Eva est chorégraphe et danseuse. Le corps du danseur est un lieu de chantier où tout se passe, et la douleur est une rencontre habituelle qui se traduit parfois par des blessures extrêmes voire irréversibles. Mais la conscience du corps qu’il cultive lui permet en général de se réapproprier son corps d’une manière différente, voire même l’inspirant pour un travail neuf et plus sensible. Il sait que c’est souvent dans la limite qu’il découvre de nouvelles avenues de création.

Photo #3 “Suzanne”

Suzanne est atteinte de polyarthrite rhumatoïde juvénile depuis l’âge de 13 ans. Son corps est une carte de son histoire où cicatrices et déformations témoignent de son cheminement. Suzanne a choisit l’écriture et l’exploration corporelle pour se reconstruire, enseignant à d’autres de quelle manière, ce qui semble être limité, est un chemin vers une plus grande sensibilité, qui, elle, est infinie.

Photo #4 “Rolland

Rolland est atteint de malformation congénitale, conséquence d’un traitement anti-nauséeux mis sur le marché pour les femmes enceintes dans les années 1950. Né sans bras, sans pieds, sans mâchoire inférieure et sans langue, Rolland a été le sujet de nombreuses études médicales, son corps a été photographié, obervé et examiné par de nombreux chercheurs. C’est à travers son travail de modèle pour les photographes et le dessin qu’il a décidé de reconstruire une image de lui-même où seules la beauté et la grandeur du corps persistent.

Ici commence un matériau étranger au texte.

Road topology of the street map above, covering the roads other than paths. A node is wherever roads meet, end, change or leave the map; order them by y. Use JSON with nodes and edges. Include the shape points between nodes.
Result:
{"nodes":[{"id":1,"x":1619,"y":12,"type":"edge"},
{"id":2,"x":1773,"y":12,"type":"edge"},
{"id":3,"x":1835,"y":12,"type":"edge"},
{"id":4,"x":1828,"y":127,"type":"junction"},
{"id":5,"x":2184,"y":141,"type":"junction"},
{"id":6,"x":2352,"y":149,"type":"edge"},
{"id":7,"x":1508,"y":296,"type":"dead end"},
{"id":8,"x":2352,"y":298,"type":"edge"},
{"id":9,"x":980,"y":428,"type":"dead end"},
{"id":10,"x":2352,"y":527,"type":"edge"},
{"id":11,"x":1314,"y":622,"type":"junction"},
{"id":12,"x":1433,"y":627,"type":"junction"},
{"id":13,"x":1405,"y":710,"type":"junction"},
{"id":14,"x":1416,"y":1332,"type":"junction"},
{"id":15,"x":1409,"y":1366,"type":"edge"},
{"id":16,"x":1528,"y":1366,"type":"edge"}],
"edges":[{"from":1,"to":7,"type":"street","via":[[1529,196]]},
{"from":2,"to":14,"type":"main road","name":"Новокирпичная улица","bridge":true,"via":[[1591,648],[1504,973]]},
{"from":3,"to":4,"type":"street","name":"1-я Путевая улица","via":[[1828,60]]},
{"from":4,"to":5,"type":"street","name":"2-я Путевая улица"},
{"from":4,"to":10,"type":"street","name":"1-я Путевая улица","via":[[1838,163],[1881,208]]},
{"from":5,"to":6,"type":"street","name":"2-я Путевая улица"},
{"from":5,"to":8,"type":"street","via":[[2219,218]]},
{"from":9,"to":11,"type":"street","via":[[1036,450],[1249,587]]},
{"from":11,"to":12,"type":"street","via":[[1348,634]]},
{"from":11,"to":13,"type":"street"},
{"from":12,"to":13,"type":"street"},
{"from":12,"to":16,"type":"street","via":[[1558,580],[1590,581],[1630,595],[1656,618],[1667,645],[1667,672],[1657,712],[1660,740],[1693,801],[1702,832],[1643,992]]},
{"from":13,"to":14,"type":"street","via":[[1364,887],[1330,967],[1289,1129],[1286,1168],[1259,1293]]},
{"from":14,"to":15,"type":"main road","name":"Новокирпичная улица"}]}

À propos de Mariette Raina
Anthropologue de formation (diplômée de l’Université de Montréal en 2014), c’est en parallèle de ses 6 années à l’Université que Mariette étudie le yoga cachemirien et évolue dans les milieux artistiques où elle questionne l’acte de perception, le rapport à l’image, ainsi que le corps en tant que véhicule d’expression, à travers la photographie, l’écriture et la performance. Depuis 2015, elle enseigne la photographie aux Activités Culturelles de l’Université de Montréal. Elle travaille pour Centre Never Apart à Montréal depuis 2016 en tant que rédactrice d’articles mensuels et a collaboré à divers projets, tels qu’une exposition et le livre Age of Union de Dax Dasilva.Ses différentes activités sont liées à la même exploration: la compréhension de l’être humain et de la Réalité.